[Directions for this task]
Whenever an image turns up, omit it and return the remaining data exactly.

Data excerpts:
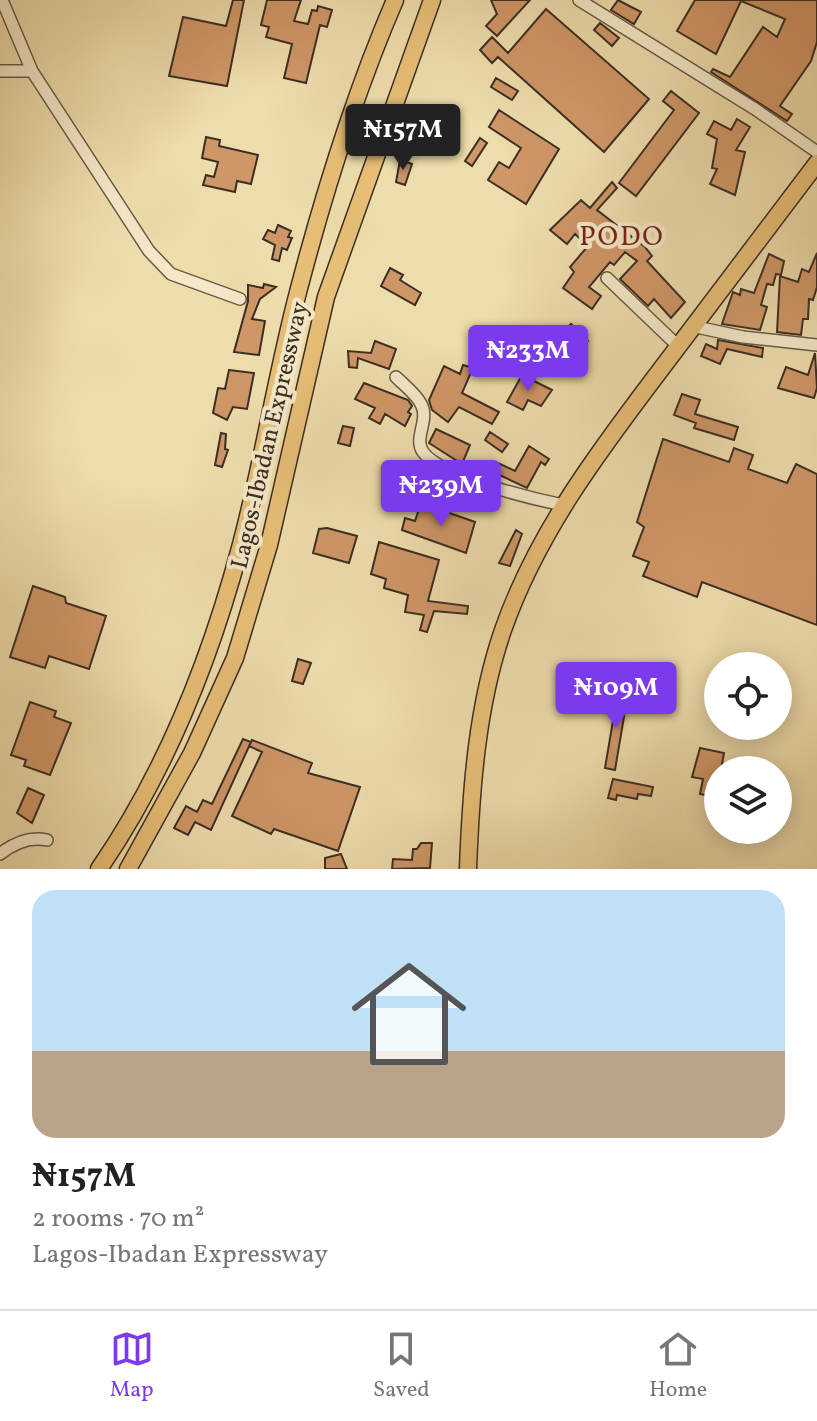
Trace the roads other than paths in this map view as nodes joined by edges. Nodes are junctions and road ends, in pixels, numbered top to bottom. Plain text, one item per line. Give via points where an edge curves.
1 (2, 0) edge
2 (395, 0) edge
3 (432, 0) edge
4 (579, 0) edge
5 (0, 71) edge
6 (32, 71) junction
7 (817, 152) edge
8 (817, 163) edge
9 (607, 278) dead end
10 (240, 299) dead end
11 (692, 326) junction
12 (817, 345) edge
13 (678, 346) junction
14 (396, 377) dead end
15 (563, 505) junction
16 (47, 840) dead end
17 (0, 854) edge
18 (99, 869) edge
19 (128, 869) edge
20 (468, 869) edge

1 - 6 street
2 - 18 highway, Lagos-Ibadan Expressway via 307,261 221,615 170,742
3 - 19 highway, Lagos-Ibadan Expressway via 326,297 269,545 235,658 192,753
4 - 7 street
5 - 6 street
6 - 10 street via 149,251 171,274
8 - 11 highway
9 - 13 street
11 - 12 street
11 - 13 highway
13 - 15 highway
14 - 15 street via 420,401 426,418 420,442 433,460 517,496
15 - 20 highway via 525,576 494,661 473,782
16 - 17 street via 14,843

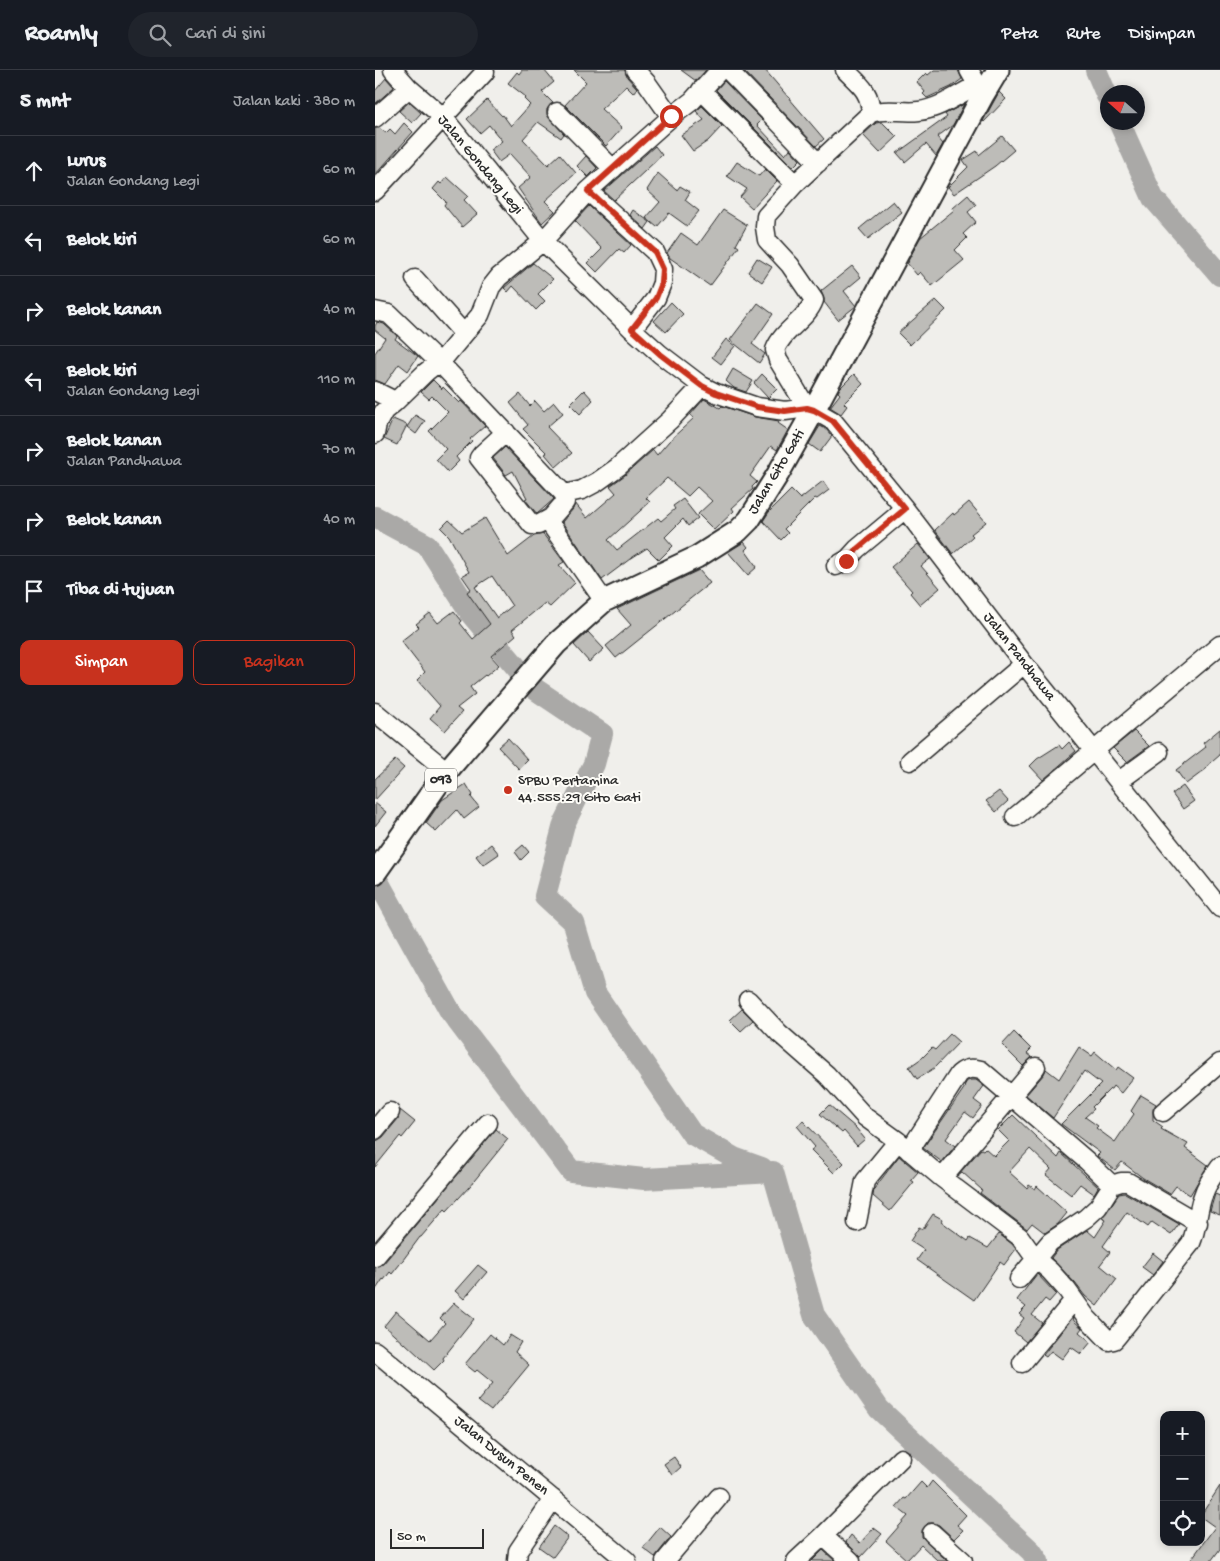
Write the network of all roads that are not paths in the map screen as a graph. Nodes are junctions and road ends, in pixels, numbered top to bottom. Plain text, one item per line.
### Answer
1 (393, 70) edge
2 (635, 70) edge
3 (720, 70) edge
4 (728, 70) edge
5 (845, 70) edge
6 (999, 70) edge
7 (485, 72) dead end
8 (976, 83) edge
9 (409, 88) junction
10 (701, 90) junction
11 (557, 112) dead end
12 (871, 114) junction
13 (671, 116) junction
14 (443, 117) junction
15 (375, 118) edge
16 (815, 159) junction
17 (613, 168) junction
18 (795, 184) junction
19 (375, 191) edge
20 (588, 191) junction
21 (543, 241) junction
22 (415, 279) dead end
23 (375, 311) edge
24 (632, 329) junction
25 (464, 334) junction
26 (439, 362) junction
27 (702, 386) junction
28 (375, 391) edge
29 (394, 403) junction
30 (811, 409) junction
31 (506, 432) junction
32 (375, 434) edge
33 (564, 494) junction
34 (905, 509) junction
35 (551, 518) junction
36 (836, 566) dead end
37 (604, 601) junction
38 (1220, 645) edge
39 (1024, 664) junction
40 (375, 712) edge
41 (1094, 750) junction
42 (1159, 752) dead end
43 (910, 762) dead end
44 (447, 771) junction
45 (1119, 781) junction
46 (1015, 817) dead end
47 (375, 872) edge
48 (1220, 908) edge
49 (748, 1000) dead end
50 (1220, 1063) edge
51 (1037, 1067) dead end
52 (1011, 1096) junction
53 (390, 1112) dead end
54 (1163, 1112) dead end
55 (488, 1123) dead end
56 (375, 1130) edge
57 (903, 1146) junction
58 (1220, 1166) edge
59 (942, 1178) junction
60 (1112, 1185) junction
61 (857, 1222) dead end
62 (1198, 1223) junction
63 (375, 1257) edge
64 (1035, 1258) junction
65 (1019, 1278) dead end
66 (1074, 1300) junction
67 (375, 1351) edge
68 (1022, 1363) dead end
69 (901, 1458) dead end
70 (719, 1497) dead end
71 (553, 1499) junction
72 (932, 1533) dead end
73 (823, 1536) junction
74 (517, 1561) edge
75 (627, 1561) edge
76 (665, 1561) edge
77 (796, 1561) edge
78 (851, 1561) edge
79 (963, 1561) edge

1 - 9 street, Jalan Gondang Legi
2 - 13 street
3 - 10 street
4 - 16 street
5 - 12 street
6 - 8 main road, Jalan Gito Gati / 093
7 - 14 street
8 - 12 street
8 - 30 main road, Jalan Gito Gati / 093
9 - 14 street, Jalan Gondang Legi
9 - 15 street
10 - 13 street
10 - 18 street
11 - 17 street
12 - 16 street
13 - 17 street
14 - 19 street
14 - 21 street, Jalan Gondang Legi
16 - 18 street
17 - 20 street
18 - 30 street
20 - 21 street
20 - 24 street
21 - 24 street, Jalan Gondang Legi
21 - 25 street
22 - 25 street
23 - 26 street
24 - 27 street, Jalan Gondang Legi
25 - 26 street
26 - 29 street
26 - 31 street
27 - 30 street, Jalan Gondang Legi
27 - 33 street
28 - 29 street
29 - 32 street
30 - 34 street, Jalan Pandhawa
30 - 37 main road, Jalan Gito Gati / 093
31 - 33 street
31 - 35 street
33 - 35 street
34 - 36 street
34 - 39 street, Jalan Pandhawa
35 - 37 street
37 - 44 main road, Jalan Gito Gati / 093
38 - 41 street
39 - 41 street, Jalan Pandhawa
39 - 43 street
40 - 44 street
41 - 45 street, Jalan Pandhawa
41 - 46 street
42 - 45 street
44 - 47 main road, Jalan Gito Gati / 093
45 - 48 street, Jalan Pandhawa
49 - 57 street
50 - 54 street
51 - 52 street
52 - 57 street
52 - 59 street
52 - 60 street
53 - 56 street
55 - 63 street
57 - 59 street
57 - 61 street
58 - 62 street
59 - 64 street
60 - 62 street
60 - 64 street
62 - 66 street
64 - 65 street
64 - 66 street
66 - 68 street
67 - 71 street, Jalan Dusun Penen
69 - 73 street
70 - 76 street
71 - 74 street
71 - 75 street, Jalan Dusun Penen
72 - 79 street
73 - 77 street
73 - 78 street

[Reply]
Trace the roads other than paths in this map view as nodes joined by edges. Nodes are junctions and road ends, in pixels, numbered top to bottom. Plain text, one item per line. Give via points where an edge curves.
1 (2, 0) edge
2 (395, 0) edge
3 (432, 0) edge
4 (579, 0) edge
5 (0, 71) edge
6 (32, 71) junction
7 (817, 152) edge
8 (817, 163) edge
9 (607, 278) dead end
10 (240, 299) dead end
11 (692, 326) junction
12 (817, 345) edge
13 (678, 346) junction
14 (396, 377) dead end
15 (563, 505) junction
16 (47, 840) dead end
17 (0, 854) edge
18 (99, 869) edge
19 (128, 869) edge
20 (468, 869) edge

1 - 6 street
2 - 18 highway, Lagos-Ibadan Expressway via 307,261 221,615 170,742
3 - 19 highway, Lagos-Ibadan Expressway via 326,297 269,545 235,658 192,753
4 - 7 street
5 - 6 street
6 - 10 street via 149,251 171,274
8 - 11 highway
9 - 13 street
11 - 12 street
11 - 13 highway
13 - 15 highway
14 - 15 street via 420,401 426,418 420,442 433,460 517,496
15 - 20 highway via 525,576 494,661 473,782
16 - 17 street via 14,843

Write the network of all roads that are not paths in the map screen as a graph. Nodes are junctions and road ends, in pixels, numbered top to bottom. Plain text, one item per line.
### Answer
1 (393, 70) edge
2 (635, 70) edge
3 (720, 70) edge
4 (728, 70) edge
5 (845, 70) edge
6 (999, 70) edge
7 (485, 72) dead end
8 (976, 83) edge
9 (409, 88) junction
10 (701, 90) junction
11 (557, 112) dead end
12 (871, 114) junction
13 (671, 116) junction
14 (443, 117) junction
15 (375, 118) edge
16 (815, 159) junction
17 (613, 168) junction
18 (795, 184) junction
19 (375, 191) edge
20 (588, 191) junction
21 (543, 241) junction
22 (415, 279) dead end
23 (375, 311) edge
24 (632, 329) junction
25 (464, 334) junction
26 (439, 362) junction
27 (702, 386) junction
28 (375, 391) edge
29 (394, 403) junction
30 (811, 409) junction
31 (506, 432) junction
32 (375, 434) edge
33 (564, 494) junction
34 (905, 509) junction
35 (551, 518) junction
36 (836, 566) dead end
37 (604, 601) junction
38 (1220, 645) edge
39 (1024, 664) junction
40 (375, 712) edge
41 (1094, 750) junction
42 (1159, 752) dead end
43 (910, 762) dead end
44 (447, 771) junction
45 (1119, 781) junction
46 (1015, 817) dead end
47 (375, 872) edge
48 (1220, 908) edge
49 (748, 1000) dead end
50 (1220, 1063) edge
51 (1037, 1067) dead end
52 (1011, 1096) junction
53 (390, 1112) dead end
54 (1163, 1112) dead end
55 (488, 1123) dead end
56 (375, 1130) edge
57 (903, 1146) junction
58 (1220, 1166) edge
59 (942, 1178) junction
60 (1112, 1185) junction
61 (857, 1222) dead end
62 (1198, 1223) junction
63 (375, 1257) edge
64 (1035, 1258) junction
65 (1019, 1278) dead end
66 (1074, 1300) junction
67 (375, 1351) edge
68 (1022, 1363) dead end
69 (901, 1458) dead end
70 (719, 1497) dead end
71 (553, 1499) junction
72 (932, 1533) dead end
73 (823, 1536) junction
74 (517, 1561) edge
75 (627, 1561) edge
76 (665, 1561) edge
77 (796, 1561) edge
78 (851, 1561) edge
79 (963, 1561) edge

1 - 9 street, Jalan Gondang Legi
2 - 13 street
3 - 10 street
4 - 16 street
5 - 12 street
6 - 8 main road, Jalan Gito Gati / 093
7 - 14 street
8 - 12 street
8 - 30 main road, Jalan Gito Gati / 093
9 - 14 street, Jalan Gondang Legi
9 - 15 street
10 - 13 street
10 - 18 street
11 - 17 street
12 - 16 street
13 - 17 street
14 - 19 street
14 - 21 street, Jalan Gondang Legi
16 - 18 street
17 - 20 street
18 - 30 street
20 - 21 street
20 - 24 street
21 - 24 street, Jalan Gondang Legi
21 - 25 street
22 - 25 street
23 - 26 street
24 - 27 street, Jalan Gondang Legi
25 - 26 street
26 - 29 street
26 - 31 street
27 - 30 street, Jalan Gondang Legi
27 - 33 street
28 - 29 street
29 - 32 street
30 - 34 street, Jalan Pandhawa
30 - 37 main road, Jalan Gito Gati / 093
31 - 33 street
31 - 35 street
33 - 35 street
34 - 36 street
34 - 39 street, Jalan Pandhawa
35 - 37 street
37 - 44 main road, Jalan Gito Gati / 093
38 - 41 street
39 - 41 street, Jalan Pandhawa
39 - 43 street
40 - 44 street
41 - 45 street, Jalan Pandhawa
41 - 46 street
42 - 45 street
44 - 47 main road, Jalan Gito Gati / 093
45 - 48 street, Jalan Pandhawa
49 - 57 street
50 - 54 street
51 - 52 street
52 - 57 street
52 - 59 street
52 - 60 street
53 - 56 street
55 - 63 street
57 - 59 street
57 - 61 street
58 - 62 street
59 - 64 street
60 - 62 street
60 - 64 street
62 - 66 street
64 - 65 street
64 - 66 street
66 - 68 street
67 - 71 street, Jalan Dusun Penen
69 - 73 street
70 - 76 street
71 - 74 street
71 - 75 street, Jalan Dusun Penen
72 - 79 street
73 - 77 street
73 - 78 street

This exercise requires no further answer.